Even though I have a very real and severe case of ADD, especially in late afternoons---and I consequently find most professional development quite painful---I agreed to attend the monthly classes with other teachers in the district that will focus, again this year, on Lucy Calkins' Units of Study. Here are the reasons why I'm going to endure this torture: (I love Lucy's books, it's the sitting still for so long that kills me!)
#1 My own classroom practice will be better the more I reflect, and even this very post is pushed by my commitment to attend these classes.
#2 I am passionately committed to a workshop model of writing instruction and if I can do anything to help other teachers to learn and be successful with the model, I will.
#3 I like learning new things and hearing the stories of other classroom teachers.
I've been asked to talk tomorrow about the work Jen and I did over the summer and where my thinking is right now in regards to the Units books and Writing Workshop, in general. I'm trying to rake all my thoughts into one pile, but it's not easy.

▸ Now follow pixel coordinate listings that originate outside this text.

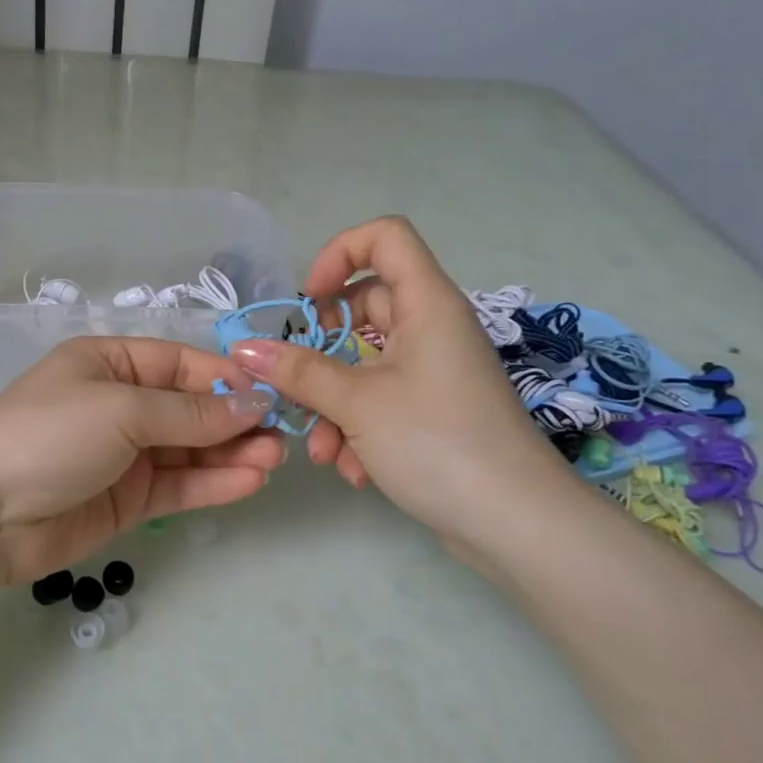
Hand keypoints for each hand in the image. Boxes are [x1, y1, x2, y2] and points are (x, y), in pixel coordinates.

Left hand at [0, 337, 285, 590]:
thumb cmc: (50, 435)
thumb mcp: (120, 410)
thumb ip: (189, 412)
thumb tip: (252, 403)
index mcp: (109, 363)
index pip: (180, 363)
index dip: (226, 378)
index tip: (272, 393)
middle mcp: (120, 403)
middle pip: (190, 407)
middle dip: (235, 419)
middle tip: (284, 435)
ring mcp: (125, 454)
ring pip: (190, 449)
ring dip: (232, 453)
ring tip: (275, 460)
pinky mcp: (127, 499)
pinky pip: (178, 485)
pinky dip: (212, 483)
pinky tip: (249, 482)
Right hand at [227, 216, 578, 559]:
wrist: (517, 525)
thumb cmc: (438, 442)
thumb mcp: (357, 403)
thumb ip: (298, 371)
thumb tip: (245, 349)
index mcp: (425, 303)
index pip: (384, 237)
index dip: (339, 254)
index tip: (308, 301)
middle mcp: (431, 327)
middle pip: (362, 308)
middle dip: (320, 352)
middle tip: (296, 384)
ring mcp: (433, 371)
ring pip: (364, 364)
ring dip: (333, 403)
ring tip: (322, 451)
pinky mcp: (433, 410)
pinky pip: (381, 399)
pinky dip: (359, 427)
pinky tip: (352, 469)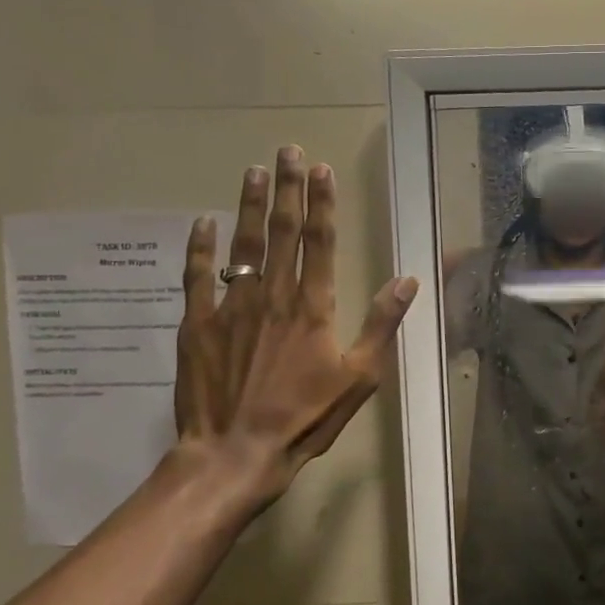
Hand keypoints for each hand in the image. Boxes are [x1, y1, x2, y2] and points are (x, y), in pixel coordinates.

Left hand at [173, 146, 417, 519]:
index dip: (322, 203)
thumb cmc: (305, 417)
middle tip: (288, 152)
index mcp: (313, 306)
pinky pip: (198, 276)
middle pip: (283, 231)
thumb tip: (407, 280)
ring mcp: (231, 306)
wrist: (235, 452)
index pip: (320, 241)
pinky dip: (200, 247)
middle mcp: (272, 295)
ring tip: (254, 171)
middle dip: (288, 188)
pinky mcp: (197, 325)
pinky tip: (203, 222)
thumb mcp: (359, 376)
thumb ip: (381, 324)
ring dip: (250, 205)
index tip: (322, 170)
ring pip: (243, 244)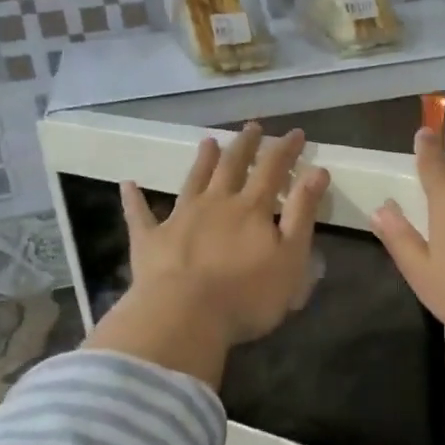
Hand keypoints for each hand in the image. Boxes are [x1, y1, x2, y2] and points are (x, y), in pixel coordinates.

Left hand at [120, 124, 330, 346]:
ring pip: (193, 180)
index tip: (295, 133)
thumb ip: (302, 213)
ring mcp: (179, 218)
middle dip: (245, 145)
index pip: (273, 169)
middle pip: (232, 166)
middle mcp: (216, 203)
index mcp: (251, 208)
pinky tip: (127, 184)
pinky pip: (139, 214)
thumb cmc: (247, 294)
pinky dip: (134, 198)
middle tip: (252, 127)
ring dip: (202, 160)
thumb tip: (317, 171)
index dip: (286, 149)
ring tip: (208, 142)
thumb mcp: (291, 257)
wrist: (184, 317)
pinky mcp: (150, 240)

Brainstorm: teachers need to be habitual writers because we need to understand the work we're asking kids to do (Find one of those crystal, explosively inspiring sections from MEM FOX on this). My experience *being* a writer: it was very hard at first to generate seed stories as I was working through the first two books. I had that very insecure feeling, that so many kids have, that I don't have any stories worth telling. Then, one day, I watched the ultrasound of Mama Jean's heart. I realized what amazing stories I'm surrounded by and I suddenly found myself in the habit of noticing them.
And this habit, or way of thinking, is very useful as a writing teacher. For example, today, when I was teaching my students how to generate personal narrative writing by thinking of one person, I was able to list very specific mom memories: I didn't write that we went to NYC together with grandma, but that she found me at Grand Central Station. Most students, in their efforts today, didn't zoom in so well. But I know I gave them a good example and I know where to push them in conferences.
Okay, that's a decent pile of idea leaves. Oh, yeah, a couple more important things: doing it with Jen is essential, and we're going to do the books in the order 1 then 3 then 2 (and why). And also maybe I'll tell the story about going all the way through the third book before I was convinced that is was an effective way to teach essay writing. And that actually doing the silly exercises was what convinced me.